We're Live!

This blog has been a long time coming. I have wanted to post on a number of things that completing the blog became a priority. Before I jump into topics of interest, I want to list some of the technologies driving the blog.


The more I use Hugo, the more I love it. My first attempts at a blog used database-driven content management systems (CMS), which made sense at the time. Database driven CMS's are still relevant for large, distributed teams that need a central point to manage their content. The rise of static site generators allows us to sidestep the reliance on a back-end for simple sites. There is a static site generator suited for everyone but when Hugo started supporting org-mode for content was when I became hooked.

The ability to customise Hugo to your tastes is a big plus. It handles the content and then quickly gets out of the way. It is fast, stable and provides all the functionality I need. I only have praise for the team, Hugo is a joy to work with.

GitHub & GitHub Pages

I rely heavily on version control. Most of my work goes into private repositories which left my GitHub account neglected. I use GitHub Pages for this blog. If there is no major reliance on a back-end, you can have your repositories & blog in the same place.

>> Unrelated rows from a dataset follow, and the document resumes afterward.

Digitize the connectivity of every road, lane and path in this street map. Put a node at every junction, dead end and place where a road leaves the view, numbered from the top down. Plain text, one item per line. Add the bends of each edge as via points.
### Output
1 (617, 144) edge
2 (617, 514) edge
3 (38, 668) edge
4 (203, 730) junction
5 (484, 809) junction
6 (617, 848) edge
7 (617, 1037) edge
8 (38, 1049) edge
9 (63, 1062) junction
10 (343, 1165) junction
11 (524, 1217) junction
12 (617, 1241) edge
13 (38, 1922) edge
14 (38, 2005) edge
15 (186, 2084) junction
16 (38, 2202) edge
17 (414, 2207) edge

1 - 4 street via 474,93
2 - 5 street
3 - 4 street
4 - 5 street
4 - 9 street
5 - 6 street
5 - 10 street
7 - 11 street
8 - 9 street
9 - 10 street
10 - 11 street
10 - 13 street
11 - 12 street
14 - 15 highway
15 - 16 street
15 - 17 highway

Yay Git!


You have a static website but you now need SSL or some simple server functionality? Enter Cloudflare, helping secure your website as well as other benefits. It solved the issues I had, and it solved it for free.

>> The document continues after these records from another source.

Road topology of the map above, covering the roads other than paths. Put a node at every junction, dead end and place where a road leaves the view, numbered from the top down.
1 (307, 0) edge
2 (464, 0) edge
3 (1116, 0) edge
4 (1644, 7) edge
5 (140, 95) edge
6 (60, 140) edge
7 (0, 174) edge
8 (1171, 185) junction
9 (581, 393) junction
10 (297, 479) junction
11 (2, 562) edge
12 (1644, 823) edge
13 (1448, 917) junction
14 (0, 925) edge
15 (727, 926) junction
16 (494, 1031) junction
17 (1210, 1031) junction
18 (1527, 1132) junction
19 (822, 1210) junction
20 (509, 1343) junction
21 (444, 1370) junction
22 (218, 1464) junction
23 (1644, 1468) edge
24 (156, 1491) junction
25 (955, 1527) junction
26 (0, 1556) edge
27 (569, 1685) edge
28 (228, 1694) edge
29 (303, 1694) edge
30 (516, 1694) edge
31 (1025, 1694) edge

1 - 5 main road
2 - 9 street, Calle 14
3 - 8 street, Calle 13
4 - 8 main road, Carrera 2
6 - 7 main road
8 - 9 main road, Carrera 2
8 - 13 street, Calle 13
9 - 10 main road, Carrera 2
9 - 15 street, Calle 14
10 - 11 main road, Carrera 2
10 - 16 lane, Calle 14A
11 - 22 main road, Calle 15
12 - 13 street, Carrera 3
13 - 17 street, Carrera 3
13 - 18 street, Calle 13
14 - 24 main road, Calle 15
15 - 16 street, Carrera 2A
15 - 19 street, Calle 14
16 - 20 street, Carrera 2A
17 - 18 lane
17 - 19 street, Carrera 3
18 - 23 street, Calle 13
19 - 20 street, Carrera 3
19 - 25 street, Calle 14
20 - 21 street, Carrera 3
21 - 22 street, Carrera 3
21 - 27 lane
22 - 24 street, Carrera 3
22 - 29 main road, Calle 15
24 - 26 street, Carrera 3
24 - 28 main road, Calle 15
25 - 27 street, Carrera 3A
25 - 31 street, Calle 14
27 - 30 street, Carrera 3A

There are options with Task Runners too but I have grown very found of Gulp. In time, I may simplify my builds using more generic tools (i.e. npm natively or bash scripts) but Gulp does what I need it too and it does it well.

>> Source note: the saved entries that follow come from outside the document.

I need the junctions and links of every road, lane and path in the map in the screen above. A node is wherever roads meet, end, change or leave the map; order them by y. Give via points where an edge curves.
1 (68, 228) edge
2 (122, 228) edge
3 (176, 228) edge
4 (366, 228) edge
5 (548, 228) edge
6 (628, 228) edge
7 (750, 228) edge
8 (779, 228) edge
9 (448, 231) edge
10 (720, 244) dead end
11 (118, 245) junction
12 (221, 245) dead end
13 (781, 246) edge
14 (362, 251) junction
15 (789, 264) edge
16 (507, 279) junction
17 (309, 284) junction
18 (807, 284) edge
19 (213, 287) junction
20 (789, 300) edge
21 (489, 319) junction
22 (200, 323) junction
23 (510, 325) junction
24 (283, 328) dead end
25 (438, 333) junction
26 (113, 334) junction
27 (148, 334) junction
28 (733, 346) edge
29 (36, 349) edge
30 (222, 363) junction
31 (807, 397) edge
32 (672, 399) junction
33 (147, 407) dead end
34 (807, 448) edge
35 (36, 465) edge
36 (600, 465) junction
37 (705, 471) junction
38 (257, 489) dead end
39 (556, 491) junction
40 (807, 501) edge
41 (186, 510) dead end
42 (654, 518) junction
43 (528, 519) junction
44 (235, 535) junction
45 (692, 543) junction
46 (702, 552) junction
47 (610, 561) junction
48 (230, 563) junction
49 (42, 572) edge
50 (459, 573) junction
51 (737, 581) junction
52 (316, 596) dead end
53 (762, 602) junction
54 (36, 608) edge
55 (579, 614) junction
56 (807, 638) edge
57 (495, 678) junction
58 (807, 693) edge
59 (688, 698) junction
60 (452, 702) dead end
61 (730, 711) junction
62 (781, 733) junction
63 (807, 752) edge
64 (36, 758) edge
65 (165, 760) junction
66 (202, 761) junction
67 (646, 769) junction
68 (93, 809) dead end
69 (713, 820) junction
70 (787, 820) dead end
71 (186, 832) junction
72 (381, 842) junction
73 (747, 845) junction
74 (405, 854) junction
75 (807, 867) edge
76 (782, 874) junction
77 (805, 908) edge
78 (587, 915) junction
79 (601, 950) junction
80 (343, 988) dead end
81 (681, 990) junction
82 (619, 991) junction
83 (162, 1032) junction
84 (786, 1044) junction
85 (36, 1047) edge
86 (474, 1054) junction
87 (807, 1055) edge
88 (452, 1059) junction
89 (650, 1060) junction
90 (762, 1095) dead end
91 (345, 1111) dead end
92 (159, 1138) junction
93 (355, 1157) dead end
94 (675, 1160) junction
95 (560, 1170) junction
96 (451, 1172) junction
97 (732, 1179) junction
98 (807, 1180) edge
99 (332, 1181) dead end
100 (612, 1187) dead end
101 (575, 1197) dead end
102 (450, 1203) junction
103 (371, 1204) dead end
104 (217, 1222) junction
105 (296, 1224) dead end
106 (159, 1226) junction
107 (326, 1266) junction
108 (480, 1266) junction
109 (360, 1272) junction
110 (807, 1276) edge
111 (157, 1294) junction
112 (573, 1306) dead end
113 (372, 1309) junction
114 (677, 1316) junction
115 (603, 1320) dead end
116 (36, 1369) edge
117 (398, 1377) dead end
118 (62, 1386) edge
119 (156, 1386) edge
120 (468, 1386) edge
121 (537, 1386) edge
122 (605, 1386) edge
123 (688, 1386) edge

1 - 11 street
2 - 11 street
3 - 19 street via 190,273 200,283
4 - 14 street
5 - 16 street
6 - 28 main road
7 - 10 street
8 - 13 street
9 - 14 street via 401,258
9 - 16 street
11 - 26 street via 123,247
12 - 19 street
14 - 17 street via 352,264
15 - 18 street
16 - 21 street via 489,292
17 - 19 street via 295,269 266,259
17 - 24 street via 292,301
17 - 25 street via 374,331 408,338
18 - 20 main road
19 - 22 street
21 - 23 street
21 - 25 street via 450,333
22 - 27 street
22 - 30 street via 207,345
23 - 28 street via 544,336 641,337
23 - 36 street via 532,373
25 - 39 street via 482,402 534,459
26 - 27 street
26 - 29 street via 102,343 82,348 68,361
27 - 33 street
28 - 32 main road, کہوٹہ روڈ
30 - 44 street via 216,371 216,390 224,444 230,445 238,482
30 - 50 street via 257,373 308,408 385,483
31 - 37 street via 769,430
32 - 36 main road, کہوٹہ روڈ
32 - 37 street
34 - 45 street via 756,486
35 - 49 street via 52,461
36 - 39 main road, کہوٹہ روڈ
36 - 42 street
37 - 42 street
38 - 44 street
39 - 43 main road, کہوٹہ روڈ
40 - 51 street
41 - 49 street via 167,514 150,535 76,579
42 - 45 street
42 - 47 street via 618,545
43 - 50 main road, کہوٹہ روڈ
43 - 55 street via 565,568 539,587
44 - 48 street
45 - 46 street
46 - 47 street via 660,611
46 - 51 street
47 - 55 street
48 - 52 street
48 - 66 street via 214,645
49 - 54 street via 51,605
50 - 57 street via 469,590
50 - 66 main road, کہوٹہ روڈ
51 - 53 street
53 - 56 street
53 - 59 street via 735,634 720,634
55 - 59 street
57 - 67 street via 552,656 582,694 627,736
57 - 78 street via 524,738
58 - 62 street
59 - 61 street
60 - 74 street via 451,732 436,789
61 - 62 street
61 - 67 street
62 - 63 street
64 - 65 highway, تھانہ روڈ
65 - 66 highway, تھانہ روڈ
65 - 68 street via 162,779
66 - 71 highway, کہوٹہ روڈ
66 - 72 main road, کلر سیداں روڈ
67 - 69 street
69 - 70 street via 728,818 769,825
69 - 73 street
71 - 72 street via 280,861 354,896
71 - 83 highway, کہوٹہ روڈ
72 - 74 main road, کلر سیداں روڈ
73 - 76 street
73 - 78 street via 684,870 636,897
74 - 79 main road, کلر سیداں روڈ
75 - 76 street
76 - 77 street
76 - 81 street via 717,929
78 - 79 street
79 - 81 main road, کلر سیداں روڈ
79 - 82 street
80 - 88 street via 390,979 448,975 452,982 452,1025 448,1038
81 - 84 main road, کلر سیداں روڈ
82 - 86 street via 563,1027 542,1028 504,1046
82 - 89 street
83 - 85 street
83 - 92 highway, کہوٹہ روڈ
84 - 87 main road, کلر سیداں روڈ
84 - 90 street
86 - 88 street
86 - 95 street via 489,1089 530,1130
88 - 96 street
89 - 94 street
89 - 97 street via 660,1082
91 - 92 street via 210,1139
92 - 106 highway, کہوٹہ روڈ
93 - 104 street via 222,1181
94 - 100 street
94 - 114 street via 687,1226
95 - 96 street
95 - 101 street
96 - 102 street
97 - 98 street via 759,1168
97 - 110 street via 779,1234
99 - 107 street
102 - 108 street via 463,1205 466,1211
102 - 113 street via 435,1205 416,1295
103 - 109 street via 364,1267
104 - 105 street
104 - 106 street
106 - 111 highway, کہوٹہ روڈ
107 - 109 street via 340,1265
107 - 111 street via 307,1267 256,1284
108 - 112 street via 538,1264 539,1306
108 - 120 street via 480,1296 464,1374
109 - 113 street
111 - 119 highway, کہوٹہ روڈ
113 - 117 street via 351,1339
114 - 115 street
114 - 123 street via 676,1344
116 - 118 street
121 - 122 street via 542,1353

For the life of me, I cannot understand why Susy has not been more widely adopted. I have been using Susy as a Sass grid system for a few years and the flexibility it gives is unmatched. The rise of flex-box and CSS-grid will eventually replace Susy. Until then, it allows greater freedom in positioning & layout without the expense of my sanity or weekends.


My love of Emacs grows. After a number of years using it as a time-tracking & scoping tool, I recently took the plunge and started developing in it. My quality of life has increased significantly.

Question: Is it the only IDE solution & does it do everything better than all the others?

Answer: No, but it can do so much once you get over the learning curve & play to its strengths.

Tip 22 from the Pragmatic Programmer was "Use a single editor well". This struck me as odd because I was using a number of IDS's simultaneously. Each one had its specific niche but fell short in other respects. I now see the advantage of consolidating my life in a single editor. I use other IDE's when needed (Visual Studio, Xcode, Unity & Unreal) but Emacs feels like home every time I fire it up.


Or lack thereof. One of the goals for the blog was to see if I could solve most problems without having to use JavaScript (JS). Richard Stallman and his approaches to software development have impacted my views. Completely 'free' software is a worthwhile ideal if somewhat inconvenient.

The blog runs Analytics but should still function with JS disabled. Not a day goes by when I do not write some JS, but this blog is as much about experimenting & prototyping as it is about blogging. I'll save JS for the good stuff.